#### Recorded information ####
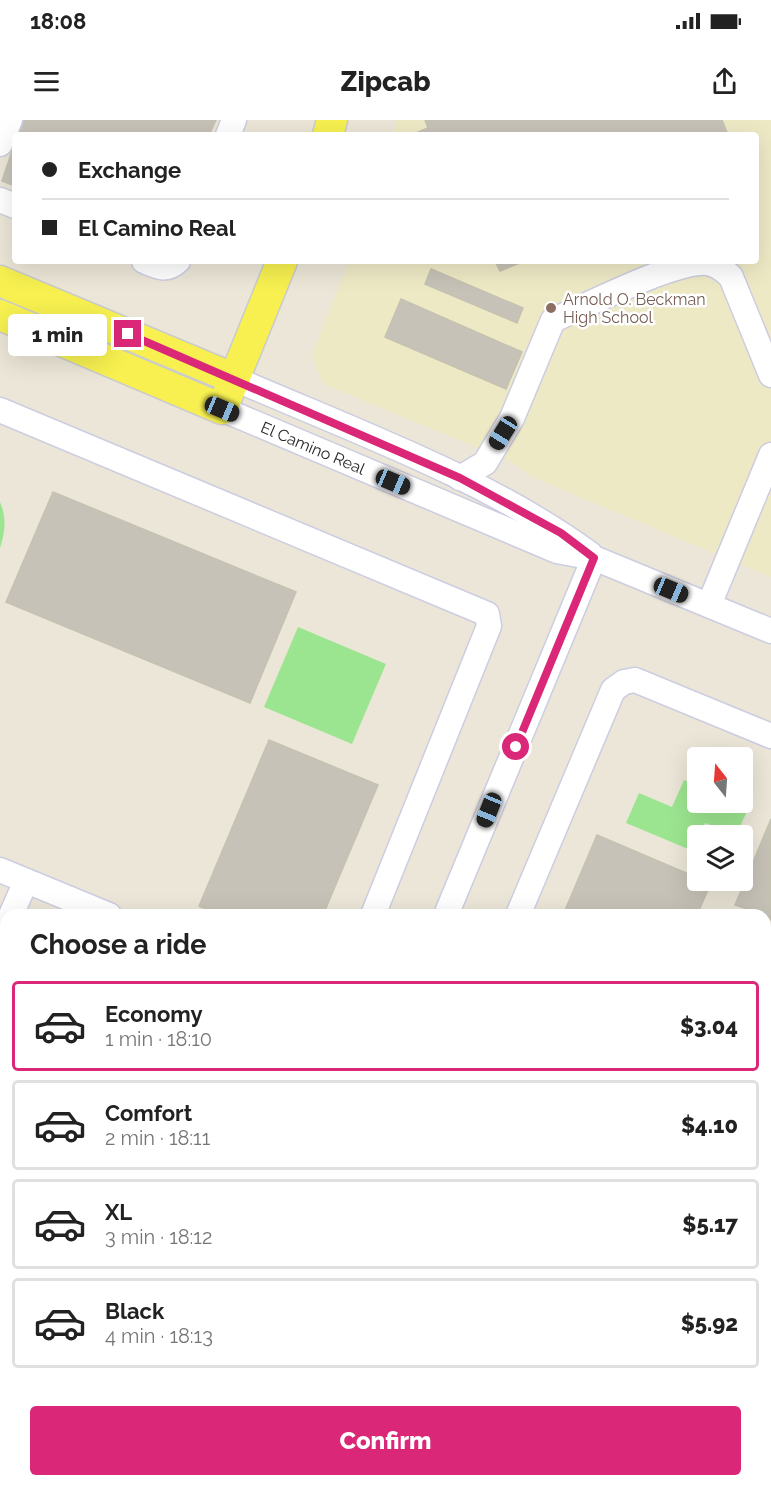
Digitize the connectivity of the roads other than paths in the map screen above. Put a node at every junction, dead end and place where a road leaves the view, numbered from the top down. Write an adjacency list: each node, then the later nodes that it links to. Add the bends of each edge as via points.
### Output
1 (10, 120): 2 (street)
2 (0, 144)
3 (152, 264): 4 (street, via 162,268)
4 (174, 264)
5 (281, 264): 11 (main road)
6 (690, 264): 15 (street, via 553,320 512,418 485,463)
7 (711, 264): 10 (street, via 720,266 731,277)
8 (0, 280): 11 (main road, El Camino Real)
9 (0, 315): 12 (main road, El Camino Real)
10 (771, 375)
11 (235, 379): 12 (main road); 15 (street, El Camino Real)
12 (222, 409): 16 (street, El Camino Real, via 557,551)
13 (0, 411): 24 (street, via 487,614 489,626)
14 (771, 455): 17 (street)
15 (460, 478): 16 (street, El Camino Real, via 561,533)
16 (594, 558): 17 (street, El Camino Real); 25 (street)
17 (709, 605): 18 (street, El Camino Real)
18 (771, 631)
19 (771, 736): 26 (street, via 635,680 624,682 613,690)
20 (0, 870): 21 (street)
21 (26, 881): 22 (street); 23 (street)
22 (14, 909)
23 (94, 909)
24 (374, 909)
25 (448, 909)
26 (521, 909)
####
Reproduce the material word for word, pictures excluded.

*Solution to this problem*.
Digitize the connectivity of the roads other than paths in the map screen above. Put a node at every junction, dead end and place where a road leaves the view, numbered from the top down. Write an adjacency list: each node, then the later nodes that it links to. Add the bends of each edge as via points.
### Output
1 (10, 120): 2 (street)
2 (0, 144)
3 (152, 264): 4 (street, via 162,268)
4 (174, 264)
5 (281, 264): 11 (main road)
6 (690, 264): 15 (street, via 553,320 512,418 485,463)
7 (711, 264): 10 (street, via 720,266 731,277)
8 (0, 280): 11 (main road, El Camino Real)
9 (0, 315): 12 (main road, El Camino Real)
10 (771, 375)
11 (235, 379): 12 (main road); 15 (street, El Camino Real)
12 (222, 409): 16 (street, El Camino Real, via 557,551)
13 (0, 411): 24 (street, via 487,614 489,626)
14 (771, 455): 17 (street)
15 (460, 478): 16 (street, El Camino Real, via 561,533)
16 (594, 558): 17 (street, El Camino Real); 25 (street)
17 (709, 605): 18 (street, El Camino Real)
18 (771, 631)
19 (771, 736): 26 (street, via 635,680 624,682 613,690)
20 (0, 870): 21 (street)
21 (26, 881): 22 (street); 23 (street)
22 (14, 909)
23 (94, 909)
24 (374, 909)
25 (448, 909)
26 (521, 909)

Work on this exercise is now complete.